In Malawi, the cost of screening 1 individual is approximately US$2.50 and includes the cost of the test and human resources to perform the testing. Using the prevalence we found in Malawi of 3.5% in clients with CD4 count < 100 cells/µL, the number needed to test would be 29 patients with CD4 count < 100 cells/µL to find one positive result. That would cost about US$72.50. Using the prevalence of 2.0% for patients with WHO clinical HIV/AIDS stages III and IV, 50 patients would need to be screened to find one positive result, which would cost about US$125. In contrast, the cost of treatment for 1 patient with cryptococcal meningitis in Malawi is US$734. That cost includes amphotericin and admission with standard room charges for a paying patient. In many resource-limited settings, amphotericin is not available, so screening in these locations has the added benefit of avoiding death due to lack of optimal therapy. The cost to identify early infection and therefore save one life if all patients with CD4 count < 100 cells/µL were screened at a prevalence rate of 3.5% would be US$100.60, and for patients with WHO clinical HIV/AIDS stages III and IV at a prevalence rate of 2.0% would be US$176.06. Even at a prevalence rate of 2%, there is cost savings due to the high cost of treating advanced cases of cryptococcal meningitis.
Limitations
Because of the intermittant availability of the study nurse, we did not successfully screen all new, treatment-naïve patients.
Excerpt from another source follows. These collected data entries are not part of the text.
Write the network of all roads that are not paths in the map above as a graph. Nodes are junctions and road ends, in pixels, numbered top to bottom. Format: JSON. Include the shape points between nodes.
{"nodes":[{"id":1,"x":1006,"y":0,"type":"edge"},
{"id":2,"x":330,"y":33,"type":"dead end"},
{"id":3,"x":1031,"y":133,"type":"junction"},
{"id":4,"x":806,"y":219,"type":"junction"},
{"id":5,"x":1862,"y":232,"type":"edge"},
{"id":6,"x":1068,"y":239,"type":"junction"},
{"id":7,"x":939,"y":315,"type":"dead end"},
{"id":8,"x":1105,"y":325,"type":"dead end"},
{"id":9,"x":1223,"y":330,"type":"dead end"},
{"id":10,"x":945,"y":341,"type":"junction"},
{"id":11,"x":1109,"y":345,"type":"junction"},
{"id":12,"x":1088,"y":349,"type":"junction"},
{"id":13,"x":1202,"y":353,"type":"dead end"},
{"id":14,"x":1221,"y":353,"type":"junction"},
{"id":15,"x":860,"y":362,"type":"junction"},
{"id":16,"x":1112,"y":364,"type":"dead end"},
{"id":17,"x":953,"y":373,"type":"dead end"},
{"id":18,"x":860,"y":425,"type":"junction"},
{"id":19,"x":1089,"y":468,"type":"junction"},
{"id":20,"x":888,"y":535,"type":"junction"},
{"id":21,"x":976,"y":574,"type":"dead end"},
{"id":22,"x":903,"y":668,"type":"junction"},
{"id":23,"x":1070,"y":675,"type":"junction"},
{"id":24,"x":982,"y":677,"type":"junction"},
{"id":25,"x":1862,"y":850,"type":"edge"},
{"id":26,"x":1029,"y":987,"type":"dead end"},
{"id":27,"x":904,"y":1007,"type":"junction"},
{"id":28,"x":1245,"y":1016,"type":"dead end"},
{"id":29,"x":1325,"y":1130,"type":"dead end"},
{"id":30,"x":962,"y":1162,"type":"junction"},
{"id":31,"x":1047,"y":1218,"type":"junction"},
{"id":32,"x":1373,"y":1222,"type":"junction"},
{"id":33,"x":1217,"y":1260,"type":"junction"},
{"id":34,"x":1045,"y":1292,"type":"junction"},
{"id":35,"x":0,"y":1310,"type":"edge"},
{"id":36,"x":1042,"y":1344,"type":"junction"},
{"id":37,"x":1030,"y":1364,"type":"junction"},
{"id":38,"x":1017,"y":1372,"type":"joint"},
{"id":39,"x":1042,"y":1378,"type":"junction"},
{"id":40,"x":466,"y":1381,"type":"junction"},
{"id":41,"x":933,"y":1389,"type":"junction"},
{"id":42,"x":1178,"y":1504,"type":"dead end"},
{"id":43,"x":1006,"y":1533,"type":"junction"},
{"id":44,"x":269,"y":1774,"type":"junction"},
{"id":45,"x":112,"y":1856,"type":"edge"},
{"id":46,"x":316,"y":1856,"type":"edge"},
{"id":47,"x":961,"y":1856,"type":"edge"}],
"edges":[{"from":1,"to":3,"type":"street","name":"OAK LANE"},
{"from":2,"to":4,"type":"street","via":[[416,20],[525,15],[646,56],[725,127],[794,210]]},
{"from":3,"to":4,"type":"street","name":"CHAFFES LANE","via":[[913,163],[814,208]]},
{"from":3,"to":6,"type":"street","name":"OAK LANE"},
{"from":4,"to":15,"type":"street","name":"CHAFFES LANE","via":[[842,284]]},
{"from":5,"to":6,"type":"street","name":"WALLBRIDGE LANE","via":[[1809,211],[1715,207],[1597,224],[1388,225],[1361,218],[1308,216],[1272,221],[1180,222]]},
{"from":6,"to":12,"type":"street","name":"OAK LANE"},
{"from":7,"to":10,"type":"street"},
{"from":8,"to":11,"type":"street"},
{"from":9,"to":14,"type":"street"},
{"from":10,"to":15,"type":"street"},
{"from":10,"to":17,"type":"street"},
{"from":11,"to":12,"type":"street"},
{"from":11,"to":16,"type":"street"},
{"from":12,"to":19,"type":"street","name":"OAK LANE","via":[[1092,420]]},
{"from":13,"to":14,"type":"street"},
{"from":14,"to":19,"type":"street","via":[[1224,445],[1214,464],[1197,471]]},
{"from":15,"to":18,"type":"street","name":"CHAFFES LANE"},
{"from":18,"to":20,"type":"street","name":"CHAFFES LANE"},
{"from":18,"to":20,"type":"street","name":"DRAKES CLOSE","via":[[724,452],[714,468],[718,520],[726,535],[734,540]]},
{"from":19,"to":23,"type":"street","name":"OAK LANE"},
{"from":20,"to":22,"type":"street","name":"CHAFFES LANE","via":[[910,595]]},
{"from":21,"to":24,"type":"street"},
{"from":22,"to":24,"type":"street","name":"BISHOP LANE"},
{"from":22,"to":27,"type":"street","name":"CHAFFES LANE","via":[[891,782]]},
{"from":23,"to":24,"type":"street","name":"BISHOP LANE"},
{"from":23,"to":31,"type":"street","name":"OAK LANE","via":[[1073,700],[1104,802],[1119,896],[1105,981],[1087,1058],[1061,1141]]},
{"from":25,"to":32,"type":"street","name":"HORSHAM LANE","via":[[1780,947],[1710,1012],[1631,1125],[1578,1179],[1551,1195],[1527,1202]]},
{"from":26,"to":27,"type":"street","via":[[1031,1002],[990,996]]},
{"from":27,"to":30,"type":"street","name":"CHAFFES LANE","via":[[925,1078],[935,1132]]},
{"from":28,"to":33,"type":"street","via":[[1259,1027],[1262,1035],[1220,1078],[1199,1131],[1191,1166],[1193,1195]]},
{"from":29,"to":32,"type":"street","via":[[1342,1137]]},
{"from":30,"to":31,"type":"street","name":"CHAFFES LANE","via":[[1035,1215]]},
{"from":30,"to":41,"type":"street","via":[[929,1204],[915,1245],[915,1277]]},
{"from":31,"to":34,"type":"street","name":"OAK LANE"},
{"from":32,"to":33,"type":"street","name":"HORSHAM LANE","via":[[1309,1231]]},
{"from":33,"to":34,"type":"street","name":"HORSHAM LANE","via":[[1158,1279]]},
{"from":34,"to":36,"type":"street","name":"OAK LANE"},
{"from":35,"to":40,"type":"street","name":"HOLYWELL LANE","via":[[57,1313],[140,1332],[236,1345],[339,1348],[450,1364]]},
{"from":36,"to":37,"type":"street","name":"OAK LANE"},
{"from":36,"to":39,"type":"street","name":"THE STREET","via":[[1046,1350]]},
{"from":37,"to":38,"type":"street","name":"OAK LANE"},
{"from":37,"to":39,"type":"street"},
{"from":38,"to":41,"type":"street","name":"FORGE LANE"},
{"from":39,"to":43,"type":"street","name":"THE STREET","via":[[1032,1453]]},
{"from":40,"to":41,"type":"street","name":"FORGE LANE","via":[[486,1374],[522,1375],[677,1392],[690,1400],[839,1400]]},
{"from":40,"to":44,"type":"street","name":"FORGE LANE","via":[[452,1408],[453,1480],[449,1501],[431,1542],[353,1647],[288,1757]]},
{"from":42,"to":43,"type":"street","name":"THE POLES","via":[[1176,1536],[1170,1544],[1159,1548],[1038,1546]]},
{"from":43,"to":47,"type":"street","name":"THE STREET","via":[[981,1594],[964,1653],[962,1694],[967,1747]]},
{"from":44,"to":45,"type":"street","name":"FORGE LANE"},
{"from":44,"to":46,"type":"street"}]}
Patients were not offered screening during periods when the study nurse was not present. Partners in Hope is a privately run nongovernmental organization with higher staff to patient ratios and better laboratory facilities than many other medical centers in sub-Saharan Africa, and the findings in our setting may not be generalizable to other clinics.
Conclusion
Cryptococcal screening in a resource-limited HIV clinic was acceptable and feasible, with high uptake by patients. The prevalence for asymptomatic cryptococcal infection was higher in patients screened based on their CD4 count than those screened based on WHO clinical HIV/AIDS staging.
Footnotes
Acknowledgments
The authors thank the Partners in Hope clinicians and staff who provided support for this project. The authors are grateful to the patients who participated in the study. Thank-you to John Hamilton for support and guidance on this project, Chifundo Soko, Vincent Dindi, Bridget Nyakwawa, and Andrew Kadyakapita for all their work on this study. Thank-you to IMMY diagnostics for the generous donation of test strips for this project.
Author’s Note
Jennifer Anne Veltman is the first coauthor.
Declaration of Conflicting Interests
The author(s) declared no potential conflicts of interest with respect to the research, authorship, and/or publication of this article.
Funding
The author(s) disclosed receipt of the following financial support for the research, authorship, and/or publication of this article: Source of support: The project was supported in part by UCLA Center for AIDS Research (CFAR) NIH/NIAID AI028697.